Figure 3.

IL1R2 regulated BMI1 protein stability. A) RNA‐seq analysis results showed that target genes of BMI1 signaling and TNFα signaling were enriched in SUM159‐IL1R2 and SUM159‐icd‐IL1R2 cells. B) Overexpression of IL1R2 or icd‐IL1R2 promoted BMI1 protein expression. C–E) Silencing of BMI1 reversed the enrichment of the BTIC population, cell proliferation and migration induced by IL1R2 overexpression in SUM159 cells (*, p < 0.05; **, p < 0.01 vs the group indicated). F) IL1R2 protein interacted with BMI1 in the Co‐IP assay. G,H) icd‐IL1R2 and BMI1 were colocalized in cell nucleus of SUM159 cells.
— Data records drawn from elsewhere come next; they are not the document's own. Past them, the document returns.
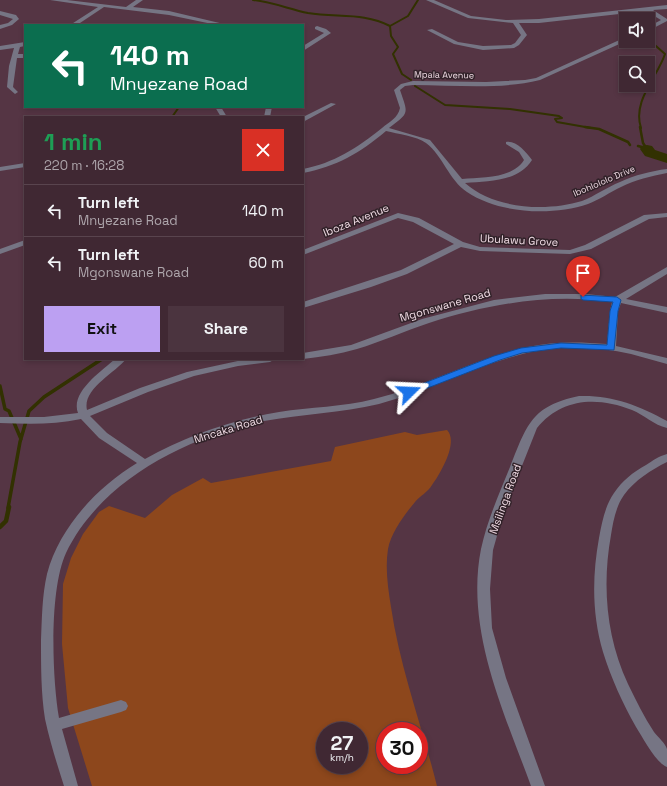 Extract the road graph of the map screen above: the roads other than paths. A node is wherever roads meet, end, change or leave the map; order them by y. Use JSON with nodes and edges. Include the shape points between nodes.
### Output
{"nodes":[{"id":1,"x":53,"y":0,"type":"edge"},
{"id":2,"x":140,"y":0,"type":"edge"},
{"id":3,"x":429,"y":0,"type":"edge"},
{"id":4,"x":448,"y":0,"type":"edge"},
{"id":5,"x":103,"y":6,"type":"junction"},
{"id":6,"x":667,"y":7,"type":"edge"},
{"id":7,"x":128,"y":8,"type":"junction"},
{"id":8,"x":448,"y":9,"type":"junction"},
{"id":9,"x":647,"y":9,"type":"junction"},
{"id":10,"x":0,"y":13,"type":"edge"},
{"id":11,"x":666,"y":20,"type":"edge"},
{"id":12,"x":515,"y":22,"type":"junction"},
{"id":13,"x":75,"y":24,"type":"edge"},
{"id":14,"x":221,"y":24,"type":"edge"},
{"id":15,"x":655,"y":26,"type":"edge"},
{"id":16,"x":0,"y":27,"type":"edge"},
{"id":17,"x":317,"y":28,"type":"dead end"},
{"id":18,"x":430,"y":30,"type":"dead end"},
{"id":19,"x":619,"y":42,"type":"edge"},
{"id":20,"x":24,"y":44,"type":"edge"},
{"id":21,"x":17,"y":46,"type":"junction"},
{"id":22,"x":0,"y":48,"type":"edge"},
{"id":23,"x":304,"y":48,"type":"edge"},
{"id":24,"x":14,"y":56,"type":"junction"},
{"id":25,"x":24,"y":56,"type":"edge"},
{"id":26,"x":15,"y":92,"type":"dead end"},
{"id":27,"x":333,"y":104,"type":"dead end"},
{"id":28,"x":304,"y":119,"type":"edge"},
{"id":29,"x":384,"y":129,"type":"junction"},
{"id":30,"x":508,"y":143,"type":"dead end"},
{"id":31,"x":24,"y":165,"type":"edge"},
{"id":32,"x":0,"y":169,"type":"edge"},
{"id":33,"x":304,"y":171,"type":"edge"},
{"id":34,"x":667,"y":171,"type":"edge"},
{"id":35,"x":460,"y":181,"type":"junction"},
{"id":36,"x":667,"y":215,"type":"edge"},
{"id":37,"x":24,"y":242,"type":"edge"},
{"id":38,"x":460,"y":244,"type":"junction"},
{"id":39,"x":0,"y":252,"type":"edge"},
{"id":40,"x":304,"y":253,"type":"edge"},
{"id":41,"x":667,"y":270,"type":"edge"},
{"id":42,"x":617,"y":300,"type":"junction"},
{"id":43,"x":304,"y":305,"type":"edge"},
{"id":44,"x":667,"y":310,"type":"edge"},
{"id":45,"x":611,"y":348,"type":"junction"},
{"id":46,"x":304,"y":356,"type":"edge"},
{"id":47,"x":120,"y":360,"type":"edge"},
{"id":48,"x":264,"y":360,"type":"edge"},
{"id":49,"x":667,"y":362,"type":"edge"},
{"id":50,"x":83,"y":415,"type":"junction"},
{"id":51,"x":3,"y":420,"type":"edge"},
{"id":52,"x":667,"y":426,"type":"edge"},
{"id":53,"x":667,"y":457,"type":"edge"},
{"id":54,"x":144,"y":463,"type":"junction"},
{"id":55,"x":121,"y":706,"type":"dead end"},
{"id":56,"x":54,"y":725,"type":"junction"},
{"id":57,"x":667,"y":761,"type":"edge"},
{"id":58,"x":71,"y":786,"type":"edge"},
{"id":59,"x":538,"y":786,"type":"edge"}],
"edges":[{"from":1,"to":5,"type":"street"},
{"from":2,"to":7,"type":"street"},
{"from":3,"to":8,"type":"street"},
{"from":4,"to":8,"type":"street"},
{"from":5,"to":7,"type":"street"},
{"from":5,"to":13,"type":"street"},
{"from":6,"to":9,"type":"street"},
{"from":7,"to":14,"type":"street","via":[[178,14]]},
{"from":8,"to":12,"type":"street","via":[[475,18]]},
{"from":9,"to":11,"type":"street"},
{"from":9,"to":12,"type":"street"},
{"from":10,"to":16,"type":"street","via":[[14,16],[16,19]]},
{"from":11,"to":15,"type":"street"},
{"from":12,"to":18,"type":"street","via":[[524,35],[516,45],[505,48],[463,45]]},
{"from":17,"to":23,"type":"street","via":[[328,33]]},
{"from":19,"to":29,"type":"street","name":"Mpala Avenue","via":[[525,82],[403,85],[397,90],[403,107],[402,112]]},
{"from":20,"to":21,"type":"street"},
{"from":21,"to":22,"type":"street"},
{"from":21,"to":24,"type":"street"},
{"from":24,"to":25,"type":"street"},
{"from":24,"to":26,"type":"street","via":[[10,87]]},
{"from":27,"to":28,"type":"street"},
{"from":29,"to":33,"type":"street","name":"Mpala Avenue","via":[[346,158]]},
{"from":29,"to":35,"type":"street","name":"Ibohlololo Drive","via":[[428,141]]},
{"from":30,"to":35,"type":"street","via":[[528,160],[518,172]]},
{"from":31,"to":32,"type":"street"},
{"from":34,"to":35,"type":"street","name":"Ibohlololo Drive","via":[[635,178],[585,202],[546,208],[512,206],[492,200],[477,194]]},
{"from":36,"to":38,"type":"street","name":"Ubulawu Grove","via":[[648,217],[588,247],[570,252],[480,250]]},
{"from":37,"to":39,"type":"street"},
{"from":38,"to":40,"type":"street","name":"Iboza Avenue","via":[[416,220],[398,215]]},
{"from":38,"to":43,"type":"street","via":[[404,272]]},
{"from":41,"to":42,"type":"street"},
{"from":42,"to":44,"type":"street","name":"Mgonswane Road"},
{"from":42,"to":45,"type":"street"},
{"from":42,"to":46,"type":"street","name":"Mgonswane Road","via":[[549,297],[503,301],[443,316],[354,347]]},
{"from":45,"to":49,"type":"street","name":"Mncaka Road"},
{"from":45,"to":54,"type":"street","name":"Mncaka Road","via":[[561,346],[521,351],[376,402],[347,408],[286,414],[219,430]]},
{"from":47,"to":50,"type":"street","via":[[82,399]]},
{"from":48,"to":50,"type":"street","via":[[187,376]]},
{"from":50,"to":51,"type":"street","via":[[56,420]]},
{"from":50,"to":54,"type":"street","via":[[104,436]]},
{"from":52,"to":59,"type":"street","name":"Msilinga Road","via":[[634,408],[607,401],[580,400],[552,407],[532,428],[498,511],[487,550],[484,589],[486,628],[499,678]]},
{"from":53,"to":57,"type":"street","via":[[639,474],[621,491],[612,508],[601,549],[599,595],[602,625],[615,667],[634,712]]},
{"from":54,"to":56,"type":"street","name":"Mncaka Road","via":[[114,485],[91,507],[60,554],[51,584],[48,611],[47,660]]},
{"from":55,"to":56,"type":"street"},
{"from":56,"to":58,"type":"street","name":"Mncaka Road"}]}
I,J) Silencing of IL1R2 promoted BMI1 protein degradation in SUM149 and SUM159 cells under CHX treatment. BMI1 expression measured semiquantitatively with ImageJ software (http://rsb.info.nih.gov/ij/index.html). Relative protein levels were determined by densitometry and calculated as the ratio of the interest protein to its loading control, fold of change was shown. K) Overexpression of IL1R2 or icd‐IL1R2 inhibited ubiquitination of BMI1 in SUM159 cells.